Re: how to externalize config and use config:edit command to create files externaly

Christian Wolf
Hi Jean-Baptiste,

I see.

We would like to separate karaf config (the one in karaf/etc) from our own config (stored in a separate folder out of karaf install).
We also would like to continue using "config:*" commands which are very convinient.

As you can see in the karaf code below, the ConfigRepository is injected to the config:* commands (the ConfigRepositoryImpl actually)

---
package org.apache.karaf.config.command;

import java.util.Dictionary;

import org.apache.karaf.config.core.ConfigRepository;
import org.apache.karaf.shell.api.action.Action;
import org.apache.karaf.shell.api.action.lifecycle.Reference;
import org.apache.karaf.shell.api.console.Session;

/**
 * Abstract class from which all commands related to the ConfigurationAdmin
 * service should derive.
 * This command retrieves a reference to the ConfigurationAdmin service before
 * calling another method to actually process the command.
 */
public abstract class ConfigCommandSupport implements Action {

    public static final String PROPERTY_CONFIG_PID = "ConfigCommand.PID";
    public static final String PROPERTY_CONFIG_PROPS = "ConfigCommand.Props";
    public static final String PROPERTY_FACTORY = "ConfigCommand.Factory";

    @Reference
    protected ConfigRepository configRepository;

    @Reference
    protected Session session;

    @Override
    public Object execute() throws Exception {
        return doExecute();
    }
---

Question:
* Is there a way to inject our own ConfigRepository implementation here then? 
* I have the feeling that the pluggability of other backend support is not available yet?

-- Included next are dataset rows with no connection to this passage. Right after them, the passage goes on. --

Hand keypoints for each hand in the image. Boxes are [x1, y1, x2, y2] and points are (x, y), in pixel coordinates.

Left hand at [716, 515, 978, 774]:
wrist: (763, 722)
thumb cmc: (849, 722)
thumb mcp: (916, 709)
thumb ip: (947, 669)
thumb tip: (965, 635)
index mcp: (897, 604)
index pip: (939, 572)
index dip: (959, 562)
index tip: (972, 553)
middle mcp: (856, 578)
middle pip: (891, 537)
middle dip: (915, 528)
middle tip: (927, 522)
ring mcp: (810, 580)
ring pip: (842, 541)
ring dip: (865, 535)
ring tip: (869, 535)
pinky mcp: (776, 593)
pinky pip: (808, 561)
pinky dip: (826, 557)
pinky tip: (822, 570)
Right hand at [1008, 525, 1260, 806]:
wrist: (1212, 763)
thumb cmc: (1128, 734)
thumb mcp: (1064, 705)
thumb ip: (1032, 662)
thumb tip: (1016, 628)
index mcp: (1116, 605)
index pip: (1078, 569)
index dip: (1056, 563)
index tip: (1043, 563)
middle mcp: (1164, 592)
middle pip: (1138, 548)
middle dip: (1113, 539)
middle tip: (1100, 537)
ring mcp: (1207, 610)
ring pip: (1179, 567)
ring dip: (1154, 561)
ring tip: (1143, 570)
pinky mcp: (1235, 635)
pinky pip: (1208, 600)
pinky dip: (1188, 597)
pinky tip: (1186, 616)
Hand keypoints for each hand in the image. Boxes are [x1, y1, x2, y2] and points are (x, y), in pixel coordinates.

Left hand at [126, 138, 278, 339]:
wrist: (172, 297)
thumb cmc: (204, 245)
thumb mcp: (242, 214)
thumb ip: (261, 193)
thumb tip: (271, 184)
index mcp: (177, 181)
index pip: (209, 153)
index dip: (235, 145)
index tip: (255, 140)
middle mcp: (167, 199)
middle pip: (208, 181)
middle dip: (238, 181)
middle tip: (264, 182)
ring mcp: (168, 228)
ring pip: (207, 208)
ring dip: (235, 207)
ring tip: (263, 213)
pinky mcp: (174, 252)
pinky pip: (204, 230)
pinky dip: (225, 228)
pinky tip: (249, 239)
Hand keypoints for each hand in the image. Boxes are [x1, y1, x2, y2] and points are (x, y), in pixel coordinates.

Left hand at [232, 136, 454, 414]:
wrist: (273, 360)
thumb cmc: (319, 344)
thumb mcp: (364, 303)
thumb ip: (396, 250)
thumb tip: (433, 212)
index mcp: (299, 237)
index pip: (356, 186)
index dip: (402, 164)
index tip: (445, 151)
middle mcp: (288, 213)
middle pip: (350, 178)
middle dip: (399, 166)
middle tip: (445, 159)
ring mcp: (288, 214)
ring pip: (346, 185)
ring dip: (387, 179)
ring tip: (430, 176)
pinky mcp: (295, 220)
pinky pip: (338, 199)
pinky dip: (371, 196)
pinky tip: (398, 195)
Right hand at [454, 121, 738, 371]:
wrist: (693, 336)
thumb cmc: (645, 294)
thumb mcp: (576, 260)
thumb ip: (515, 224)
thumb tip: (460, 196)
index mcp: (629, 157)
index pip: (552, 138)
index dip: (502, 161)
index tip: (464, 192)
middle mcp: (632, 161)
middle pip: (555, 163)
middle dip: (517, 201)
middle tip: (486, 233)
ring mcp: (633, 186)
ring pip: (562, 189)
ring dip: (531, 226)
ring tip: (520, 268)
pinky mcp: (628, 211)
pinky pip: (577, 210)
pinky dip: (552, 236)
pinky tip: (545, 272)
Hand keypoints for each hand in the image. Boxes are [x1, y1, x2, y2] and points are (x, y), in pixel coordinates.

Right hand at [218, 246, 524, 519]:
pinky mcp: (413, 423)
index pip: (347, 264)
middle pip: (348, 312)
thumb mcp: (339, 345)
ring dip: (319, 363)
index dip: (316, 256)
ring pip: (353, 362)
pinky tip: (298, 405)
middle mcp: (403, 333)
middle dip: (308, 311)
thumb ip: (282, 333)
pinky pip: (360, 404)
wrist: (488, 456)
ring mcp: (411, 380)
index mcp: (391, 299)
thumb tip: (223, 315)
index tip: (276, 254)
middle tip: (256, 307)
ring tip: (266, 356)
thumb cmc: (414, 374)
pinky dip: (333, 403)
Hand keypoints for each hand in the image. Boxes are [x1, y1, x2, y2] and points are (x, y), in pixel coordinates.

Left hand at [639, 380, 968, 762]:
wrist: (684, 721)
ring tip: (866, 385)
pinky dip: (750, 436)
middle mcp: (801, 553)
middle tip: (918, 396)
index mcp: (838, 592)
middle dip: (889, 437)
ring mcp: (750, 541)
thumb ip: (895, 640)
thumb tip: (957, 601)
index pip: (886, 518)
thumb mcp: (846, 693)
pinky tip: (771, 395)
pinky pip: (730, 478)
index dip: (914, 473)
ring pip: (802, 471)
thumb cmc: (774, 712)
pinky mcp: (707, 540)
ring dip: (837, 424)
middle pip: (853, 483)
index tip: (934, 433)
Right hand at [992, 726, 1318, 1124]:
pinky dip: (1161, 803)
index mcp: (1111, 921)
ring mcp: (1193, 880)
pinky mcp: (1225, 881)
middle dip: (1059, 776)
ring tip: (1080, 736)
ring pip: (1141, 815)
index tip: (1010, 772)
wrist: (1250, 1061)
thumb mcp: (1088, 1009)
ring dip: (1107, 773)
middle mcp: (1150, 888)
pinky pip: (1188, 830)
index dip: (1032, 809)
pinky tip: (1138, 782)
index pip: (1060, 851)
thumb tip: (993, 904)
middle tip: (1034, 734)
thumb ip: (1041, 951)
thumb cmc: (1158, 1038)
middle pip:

It would be great to be able to route pid storage based on their names (using configuration).

Example:
foo.bar.* => database storage
org.apache.karaf.* => use file storage
com.acme.* => use LDAP
etc..

Thanks
Christian

On Mon, Mar 20, 2017 at 2:37 PM, Jean-Baptiste Onofré <[hidden email]> wrote:
Hi Christian,

You can always specific another value for karaf.etc variable.

It's also possible that you instanciate ConfigRepository with different constructor args.

However, for convenience, we can introduce a karaf.cfg.storage variable or so.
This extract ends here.